**Available records:**
'''

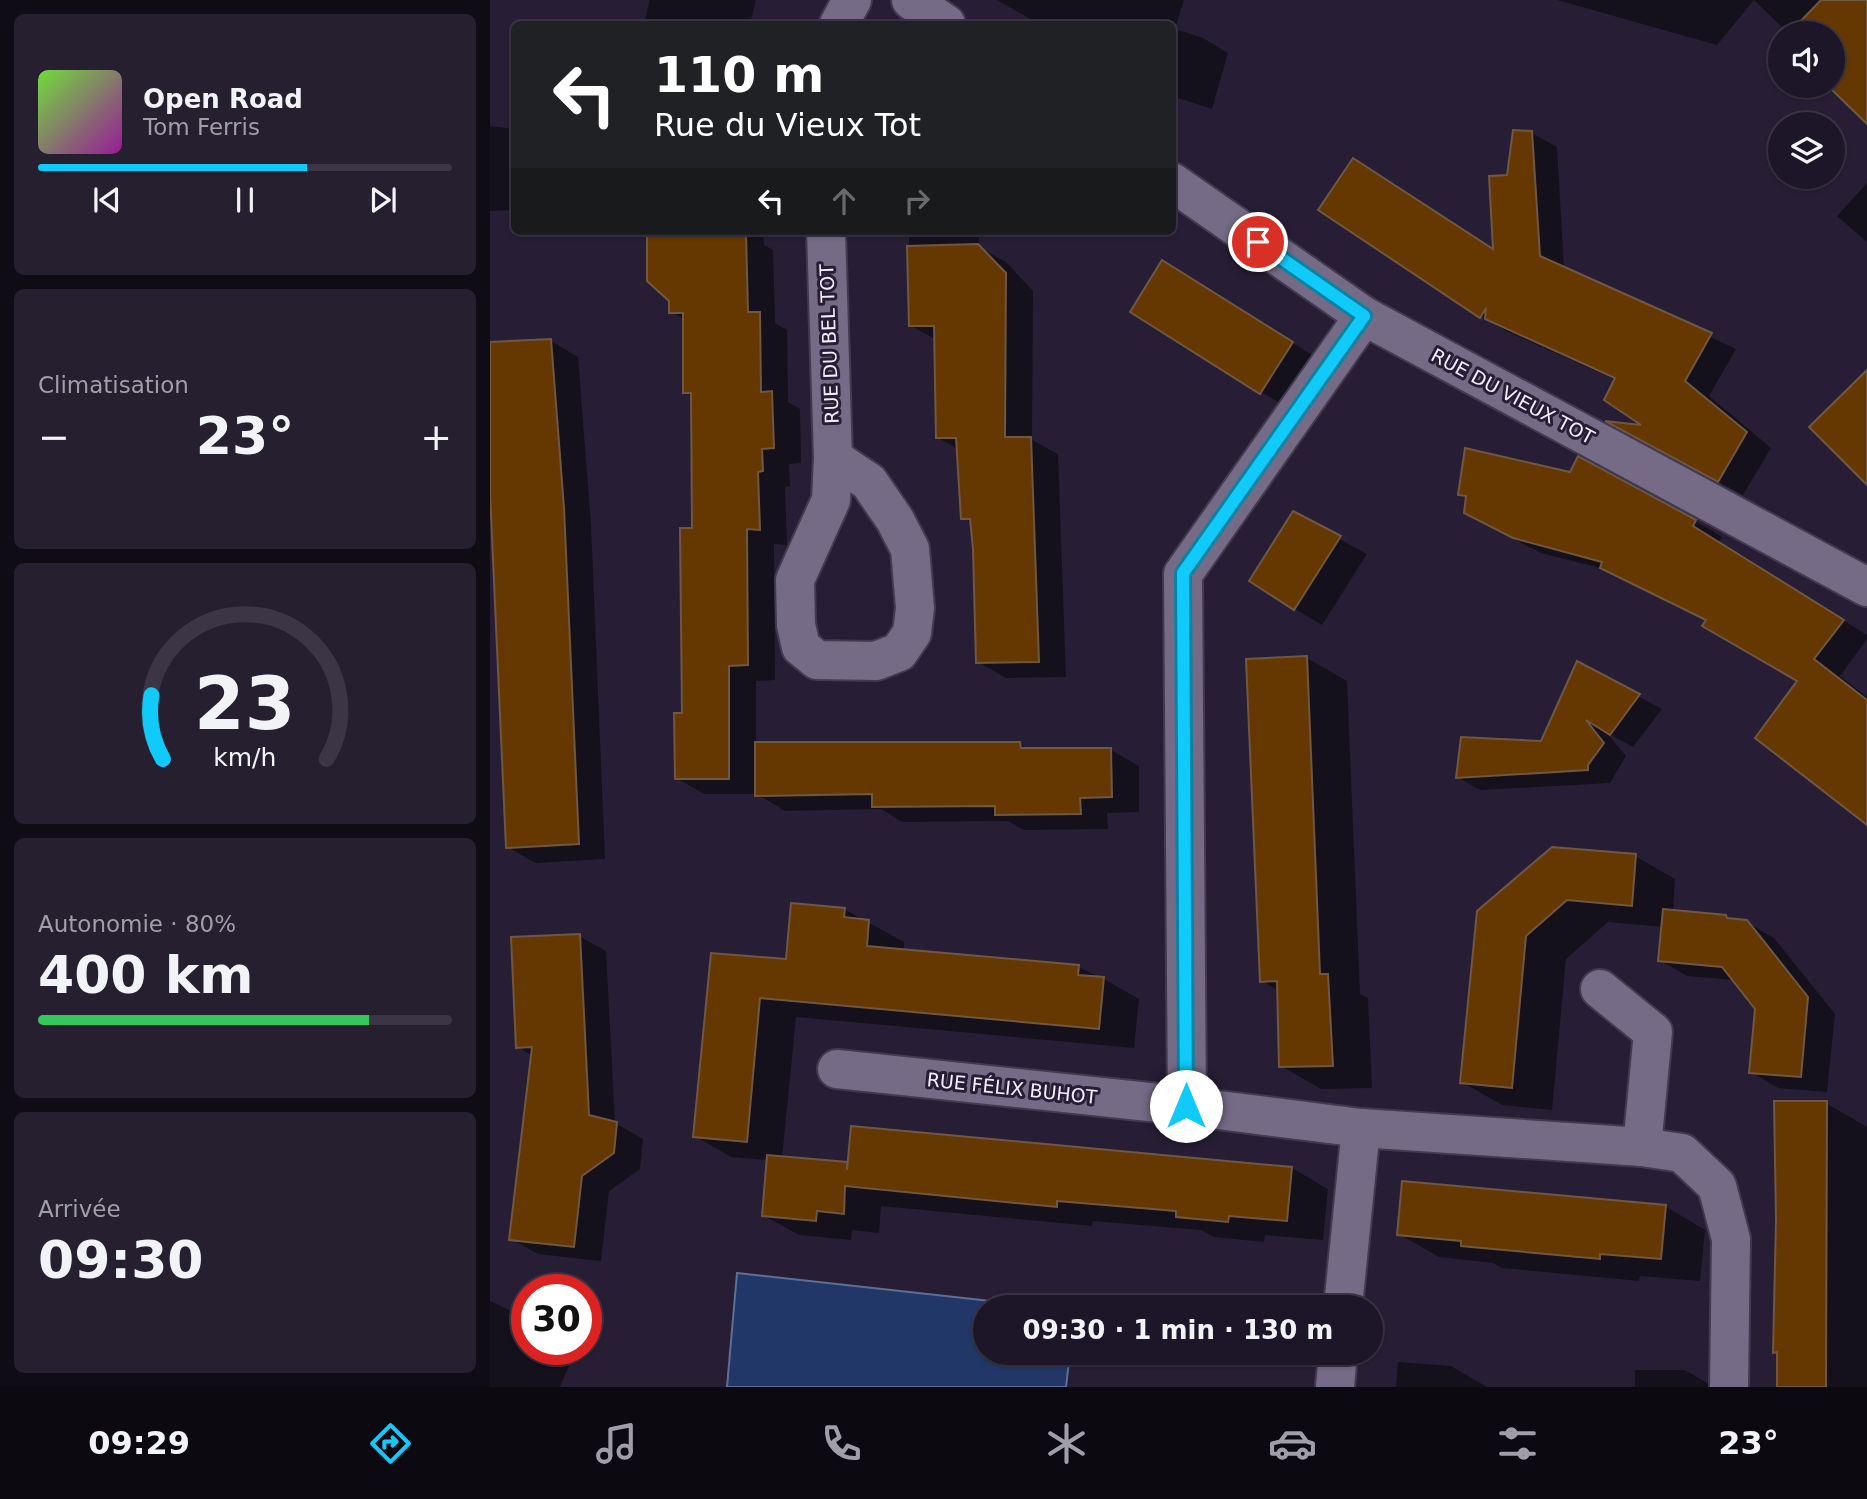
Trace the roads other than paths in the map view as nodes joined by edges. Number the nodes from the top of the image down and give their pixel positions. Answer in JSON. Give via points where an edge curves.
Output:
{"nodes":[{"id":1,"x":852,"y":0,"type":"edge"},
{"id":2,"x":911,"y":0,"type":"edge"},
{"id":3,"x":841,"y":21,"type":"edge"},
{"id":4,"x":942,"y":21,"type":"edge"},
{"id":5,"x":1176,"y":185,"type":"edge"},
{"id":6,"x":826,"y":235,"type":"edge"},
{"id":7,"x":1364,"y":316,"type":"junction"},
{"id":8,"x":833,"y":458,"type":"junction"},
{"id":9,"x":1867,"y":587,"type":"edge"},
{"id":10,"x":1600,"y":989,"type":"dead end"},
{"id":11,"x":836,"y":1069,"type":"dead end"},
{"id":12,"x":1186,"y":1106,"type":"junction"},
{"id":13,"x":1361,"y":1128,"type":"junction"},
{"id":14,"x":1642,"y":1147,"type":"junction"},
{"id":15,"x":1344,"y":1295,"type":"edge"},
{"id":16,"x":1337,"y":1365,"type":"edge"},
{"id":17,"x":1335,"y":1387,"type":"edge"},
{"id":18,"x":1729,"y":1387,"type":"edge"}],
"edges":[{"from":1,"to":3,"type":"street"},
{"from":2,"to":4,"type":"street"},
{"from":5,"to":7,"type":"street","name":"RUE DU VIEUX TOT"},
{"from":6,"to":8,"type":"street","name":"RUE DU BEL TOT"},
{"from":7,"to":9,"type":"street","name":"RUE DU VIEUX TOT"},
{"from":7,"to":12,"type":"street","via":[[1183,573]]},
{"from":8,"to":8,"type":"street","name":"RUE DU BEL TOT","via":[[831,500],[795,580],[796,625],[801,647],[817,660],[876,661],[899,652],[912,633],[915,608],[910,550],[869,482]]},
{"from":10,"to":14,"type":"street","via":[[1653,1032]]},
{"from":11,"to":12,"type":"street","name":"RUE FÉLIX BUHOT"},
{"from":12,"to":13,"type":"street","name":"RUE FÉLIX BUHOT"},
{"from":13,"to":14,"type":"street","name":"RUE FÉLIX BUHOT"},
{"from":13,"to":15,"type":"street"},
{"from":14,"to":18,"type":"street","name":"RUE FÉLIX BUHOT","via":[[1682,1153],[1717,1186],[1731,1239]]},
{"from":16,"to":17,"type":"street"}]}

'''

**Task item:** In the copy, no picture may appear; the records themselves must be output exactly.

**Reply to the exercise:**
Trace the roads other than paths in the map view as nodes joined by edges. Number the nodes from the top of the image down and give their pixel positions. Answer in JSON. Give via points where an edge curves.
Output:
{"nodes":[{"id":1,"x":852,"y":0,"type":"edge"},
{"id":2,"x":911,"y":0,"type":"edge"},
{"id":3,"x":841,"y":21,"type":"edge"},
{"id":4,"x":942,"y":21,"type":"edge"},
{"id":5,"x":1176,"y":185,"type":"edge"},
{"id":6,"x":826,"y":235,"type":"edge"},
{"id":7,"x":1364,"y":316,"type":"junction"},
{"id":8,"x":833,"y":458,"type":"junction"},
{"id":9,"x":1867,"y":587,"type":"edge"},
{"id":10,"x":1600,"y":989,"type":"dead end"},
{"id":11,"x":836,"y":1069,"type":"dead end"},
{"id":12,"x":1186,"y":1106,"type":"junction"},
{"id":13,"x":1361,"y":1128,"type":"junction"},
{"id":14,"x":1642,"y":1147,"type":"junction"},
{"id":15,"x":1344,"y":1295,"type":"edge"},
{"id":16,"x":1337,"y":1365,"type":"edge"},
{"id":17,"x":1335,"y":1387,"type":"edge"},
{"id":18,"x":1729,"y":1387,"type":"edge"}],
"edges":[{"from":1,"to":3,"type":"street"},
{"from":2,"to":4,"type":"street"},
{"from":5,"to":7,"type":"street","name":"RUE DU VIEUX TOT"},
{"from":6,"to":8,"type":"street","name":"RUE DU BEL TOT"},
{"from":7,"to":9,"type":"street","name":"RUE DU VIEUX TOT"},
{"from":7,"to":12,"type":"street","via":[[1183,573]]},
{"from":8,"to":8,"type":"street","name":"RUE DU BEL TOT","via":[[831,500],[795,580],[796,625],[801,647],[817,660],[876,661],[899,652],[912,633],[915,608],[910,550],[869,482]]},
{"from":10,"to":14,"type":"street","via":[[1653,1032]]},
{"from":11,"to":12,"type":"street","name":"RUE FÉLIX BUHOT"},
{"from":12,"to":13,"type":"street","name":"RUE FÉLIX BUHOT"},
{"from":13,"to":14,"type":"street","name":"RUE FÉLIX BUHOT"},
{"from":13,"to":15,"type":"street"},
{"from":14,"to":18,"type":"street","name":"RUE FÉLIX BUHOT","via":[[1682,1153],[1717,1186],[1731,1239]]},
{"from":16,"to":17,"type":"street"}]}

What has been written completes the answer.